Down to the last line, write out the entries below exactly and omit all pictures.
[SUPPLIED RECORDS Boundary: Start]
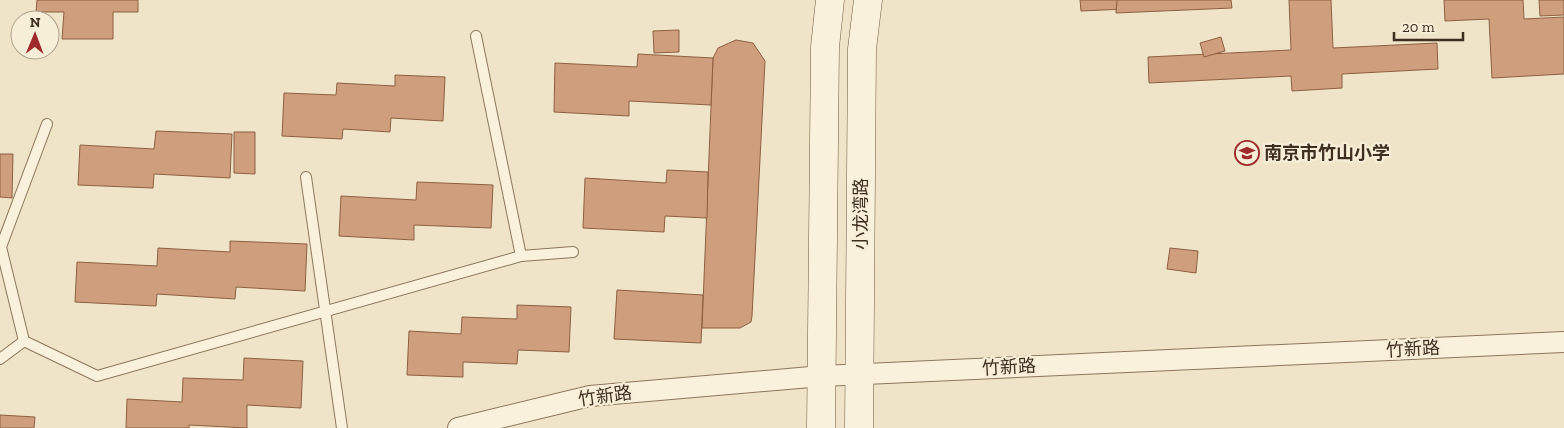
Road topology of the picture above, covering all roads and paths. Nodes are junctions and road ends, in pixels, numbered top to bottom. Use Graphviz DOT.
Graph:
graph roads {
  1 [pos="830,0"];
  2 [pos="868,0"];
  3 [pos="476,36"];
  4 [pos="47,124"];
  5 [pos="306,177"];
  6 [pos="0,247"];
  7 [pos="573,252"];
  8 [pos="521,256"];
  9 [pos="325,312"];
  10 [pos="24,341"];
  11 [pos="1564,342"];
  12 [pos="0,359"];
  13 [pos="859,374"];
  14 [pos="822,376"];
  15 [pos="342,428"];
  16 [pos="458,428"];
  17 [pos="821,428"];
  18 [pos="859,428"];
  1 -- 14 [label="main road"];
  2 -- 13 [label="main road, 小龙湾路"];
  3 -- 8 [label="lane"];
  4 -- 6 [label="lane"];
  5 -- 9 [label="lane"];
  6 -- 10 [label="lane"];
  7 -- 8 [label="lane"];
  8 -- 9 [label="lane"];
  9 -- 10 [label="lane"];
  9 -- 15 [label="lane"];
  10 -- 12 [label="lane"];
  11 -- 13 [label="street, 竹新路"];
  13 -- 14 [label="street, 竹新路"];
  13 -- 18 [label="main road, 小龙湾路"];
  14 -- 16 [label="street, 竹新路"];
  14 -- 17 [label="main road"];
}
[SUPPLIED RECORDS Boundary: End]
### ANSWER SPACE
Road topology of the picture above, covering all roads and paths. Nodes are junctions and road ends, in pixels, numbered top to bottom. Use Graphviz DOT.
Graph:
graph roads {
  1 [pos="830,0"];
  2 [pos="868,0"];
  3 [pos="476,36"];
  4 [pos="47,124"];
  5 [pos="306,177"];
  6 [pos="0,247"];
  7 [pos="573,252"];
  8 [pos="521,256"];
  9 [pos="325,312"];
  10 [pos="24,341"];
  11 [pos="1564,342"];
  12 [pos="0,359"];
  13 [pos="859,374"];
  14 [pos="822,376"];
  15 [pos="342,428"];
  16 [pos="458,428"];
  17 [pos="821,428"];
  18 [pos="859,428"];
  1 -- 14 [label="main road"];
  2 -- 13 [label="main road, 小龙湾路"];
  3 -- 8 [label="lane"];
  4 -- 6 [label="lane"];
  5 -- 9 [label="lane"];
  6 -- 10 [label="lane"];
  7 -- 8 [label="lane"];
  8 -- 9 [label="lane"];
  9 -- 10 [label="lane"];
  9 -- 15 [label="lane"];
  10 -- 12 [label="lane"];
  11 -- 13 [label="street, 竹新路"];
  13 -- 14 [label="street, 竹新路"];
  13 -- 18 [label="main road, 小龙湾路"];
  14 -- 16 [label="street, 竹新路"];
  14 -- 17 [label="main road"];
}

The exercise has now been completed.